Thursday, November 30, 2017
The Atomic Cannon was towed by two similar tractors.
This one was the rear end vehicle.
Having a driver and the ability to steer from both ends made the vehicle able to negotiate the narrow roads of European cities.
Front tractor. The tower in the background is a replica of one used to explode the "Gadget."
These monster guns were shipped to Korea, Europe, and stationed here in the USA.
An interesting vehicle, made obsolete when nuclear projectiles got small enough for 8 inch guns.
Wednesday, November 29, 2017
The Atomic Museum had a load of cool things in their gift shop. I love the neon light!
This is a Jeep from the Atomic Energy Commission.
Very similar to the Roco M38 Jeep.
I think it's an M38A1 with full windshield.
A great museum and a good gift shop, I got a tee shirt and a few other little things.
Tuesday, November 28, 2017
US Army Atomic Cannon was designed to sit on this pedestal.
The gun could drive into position, set up, and fire in only a few minutes.
The could fire conventional and nuclear rounds.
Rammer to help load the giant shells.
In looking at period photographs, it almost seems as if no two of these were marked exactly the same.
But they generally feature lots of big white stars.
One of my favorite vehicles, I have it in the Ideal Toys version in about 60mm and a conversion I did in HO 1/87 scale.
Monday, November 27, 2017
Here are a few close ups on that Honest John rocket.
The twin hydraulic lift arms are the main difference from the first series launcher.
These rockets stayed in service for decades.
I figure some Dollar Store crane or ladder truck will likely donate the lift arms to update a Roco Honest John.
The rocket fins also seem smaller, but I need to check that out before I cut down any Roco rockets!
Sunday, November 26, 2017
This is the most complete Atomic Annie I have ever seen, and it's at least the third one. One at Aberdeen Proving Grounds, and one at Yuma.
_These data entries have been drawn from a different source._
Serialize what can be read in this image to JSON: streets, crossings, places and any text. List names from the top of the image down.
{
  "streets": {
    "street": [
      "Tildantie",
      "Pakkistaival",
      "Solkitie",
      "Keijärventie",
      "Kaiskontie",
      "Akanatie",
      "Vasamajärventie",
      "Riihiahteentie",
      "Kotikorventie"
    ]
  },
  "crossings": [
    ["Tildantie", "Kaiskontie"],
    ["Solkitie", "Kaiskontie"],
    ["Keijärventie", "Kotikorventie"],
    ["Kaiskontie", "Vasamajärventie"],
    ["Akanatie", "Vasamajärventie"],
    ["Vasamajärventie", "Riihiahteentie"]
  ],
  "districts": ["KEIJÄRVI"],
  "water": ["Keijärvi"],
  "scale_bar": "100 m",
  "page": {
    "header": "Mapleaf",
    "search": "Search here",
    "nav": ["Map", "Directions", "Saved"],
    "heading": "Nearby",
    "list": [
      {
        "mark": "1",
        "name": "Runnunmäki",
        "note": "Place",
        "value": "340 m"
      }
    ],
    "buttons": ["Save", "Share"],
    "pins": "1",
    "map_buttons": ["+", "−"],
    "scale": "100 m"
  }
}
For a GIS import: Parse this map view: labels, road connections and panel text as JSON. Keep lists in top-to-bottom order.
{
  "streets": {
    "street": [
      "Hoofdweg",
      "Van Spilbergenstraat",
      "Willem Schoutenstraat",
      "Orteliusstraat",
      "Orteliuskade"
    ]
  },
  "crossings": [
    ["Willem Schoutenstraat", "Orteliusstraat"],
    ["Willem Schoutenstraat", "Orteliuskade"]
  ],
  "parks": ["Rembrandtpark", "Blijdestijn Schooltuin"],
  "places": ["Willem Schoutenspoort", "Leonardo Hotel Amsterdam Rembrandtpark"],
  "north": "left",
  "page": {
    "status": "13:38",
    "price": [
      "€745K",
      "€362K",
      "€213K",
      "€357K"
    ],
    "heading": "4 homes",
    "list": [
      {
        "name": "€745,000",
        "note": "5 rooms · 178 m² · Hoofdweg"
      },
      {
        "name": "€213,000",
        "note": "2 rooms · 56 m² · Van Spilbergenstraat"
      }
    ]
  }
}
A second, outdoor atomic bomb matched up with the B29.
Honest John Rocket system.
This one is different from the Roco, the Roco has the older launch system on it.
All the exhibits are in great shape.
Saturday, November 25, 2017
MRS Bunkermeister inspects The Gadget, the first atomic bomb to be exploded. It was hauled up a tower and blown up, so it did not have to be aerodynamic like the actual bombs.
Davy, Davy Crockett, king of the wild frontier.
This little bomb was the US Army Davy Crockett atomic munition, launched from a Jeep!
A small Honest John Missile launcher trailer.
I may have to cobble one of these together!
Atomic Cannon projectile. Probably inert.
Friday, November 24, 2017
In New Mexico, we stopped at the National Museum of Nuclear Science & History.
It was awesome!
MRS Bunkermeister checking out the atomic bomb inventory.
I would have guessed the first atomic bombs were olive drab, apparently note!
Maybe if we just wheel it out on the cart, no one will question us....
One of the civilian cars used in the atomic bomb project, pressed into military service.
Thursday, November 23, 2017
Later, in Williams, Arizona, we found another, small outdoor train museum.
The box car showed the markings of most of the railroads that served this area.
The tank car had US Army markings, always good for a wargame.
Most of these big pieces of machinery have casting marks on them, and they often tell a story to those who can interpret them.
MPC Ring hand troops visit the Army tanker.
Williams PD has an old cruiser parked near the edge of town to deter speeders.
Wednesday, November 22, 2017
That train is in Kingman, Arizona.
It's a nice little town and we could have spent a lot more time there, they have several museums and places of interest.
This locomotive and caboose were just off the freeway.
A few MPC ring hand figures took the trip with me, along with a couple Lido figures.